Fast Facts: Gregorio Zara

Known For: Inventor of the video telephone

Born: March 8, 1902, in Lipa City, Batangas, Philippines

Died: Oct. 15, 1978

Education: Massachusetts Institute of Technology, University of Michigan, Sorbonne University

Awards and Honors: National Scientist Award (Philippines)

Spouse: Engracia Arcinas Laconico

Children:  Antonio, Pacita, Josefina, Lourdes

Early Life

Gregorio Zara was born on March 8, 1902, in Lipa City, Batangas, Philippines. He earned a bachelor's degree in mechanical engineering at the Massachusetts Institute of Technology, a master's in aeronautical engineering (summa cum laude) at the University of Michigan, and a doctorate in physics at Sorbonne University in Paris (summa cum laude with Tres Honorable, the highest graduate student honor).

He returned to the Philippines and became involved in both the government and the academic worlds. He worked in several posts with the Department of Public Works and Communications and the Department of National Defense, mostly in the aviation. At the same time, he taught aeronautics at several universities—including the American Far Eastern School of Aviation, the Far Eastern University, and the FEATI University—and published many books and research papers on aeronautics.

In 1934 Zara married Engracia Arcinas Laconico, who the year before had been named Miss Philippines. They had four children: Antonio, Pacita, Josefina, and Lourdes.

Discoveries Begin

In 1930, he discovered the physical law of electrical kinetic resistance, known as the Zara Effect, which involves the resistance to the passage of electric current when contacts are in motion. Later he invented the earth induction compass, which is still used by pilots, and in 1954 his airplane engine powered by alcohol had a successful test flight at the Ninoy Aquino International Airport.

Then came the videophone. Before video calling became as commonplace as it is in the 21st century, the technology had been developed but started slowly, possibly because it was so far ahead of its time. In the middle of the 1950s, long before the start of the digital age, Zara developed the first videophone or two-way television-telephone. The device left the realm of science fiction and comic books when Zara patented it in 1955 as a “photo phone signal separator network.”

Videophone Catches On

That first iteration didn't catch on, largely because it wasn’t intended as a commercial product. But in the 1960s, AT&T began working on a model of a videophone, called a “picturephone,” aimed at the public. The company released the videophone at the 1964 New York World’s Fair, but it was seen as impractical and didn't fare well.

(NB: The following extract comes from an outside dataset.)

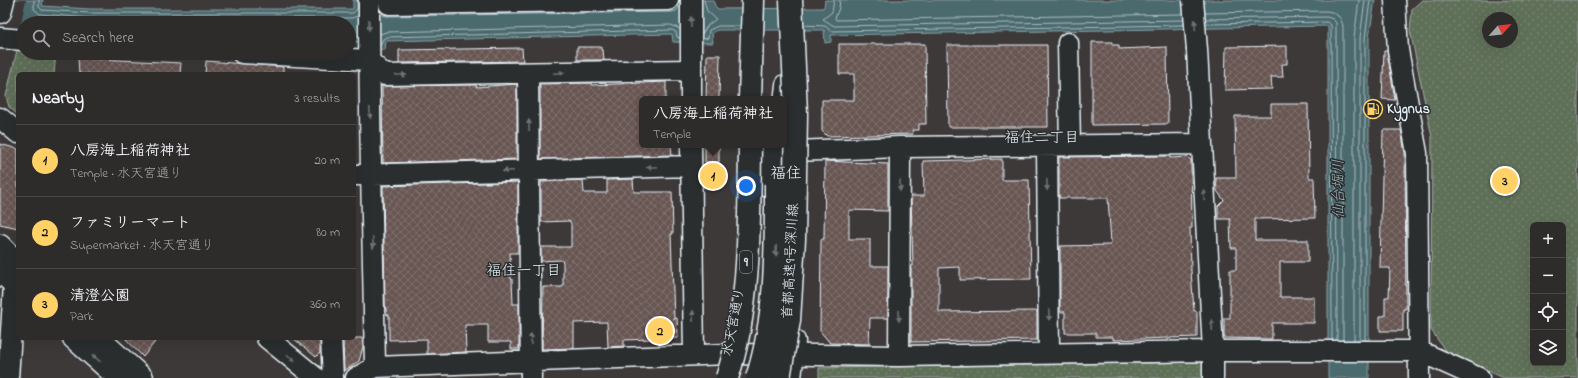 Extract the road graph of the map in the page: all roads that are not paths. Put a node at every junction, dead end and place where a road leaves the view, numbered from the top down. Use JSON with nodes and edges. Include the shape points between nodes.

It caught fire as the digital age was beginning in the late 1990s. The videophone first caught on as a device that easily enabled distance learning and video conferencing and also proved helpful for the hearing impaired. Then came such derivations as Skype and smartphones, and the videophone became ubiquitous worldwide.

Other Scientific Contributions

Zara's other inventions and discoveries include:

  • Improving methods of producing and harnessing solar energy, including new designs for a solar-powered water heater, stove, and battery (1960s)
  • Inventing wooden aircraft propellers and a corresponding propeller-cutting machine (1952)
  • Designing a microscope with a collapsible stage
  • Helping design the robot Marex X-10, which could walk, talk, and respond to commands
  • Inventing the vapor chamber, used to visualize radioactive elements

Zara died of heart failure at the age of 76 in 1978.

Legacy

In his lifetime Gregorio Zara amassed 30 patents. In the year of his death he was presented the National Scientist Award, the highest honor the Philippine government gives to Filipino scientists, by President Ferdinand E. Marcos. He also received:

  • The Presidential Diploma of Merit
  • The Distinguished Service Medal (1959) for his pioneering works and achievements in solar energy research, aeronautics, and television
  • The Presidential Gold Medal and Diploma of Honor for Science and Research (1966)
  • The Cultural Heritage Award for Science Education and Aero Engineering (1966)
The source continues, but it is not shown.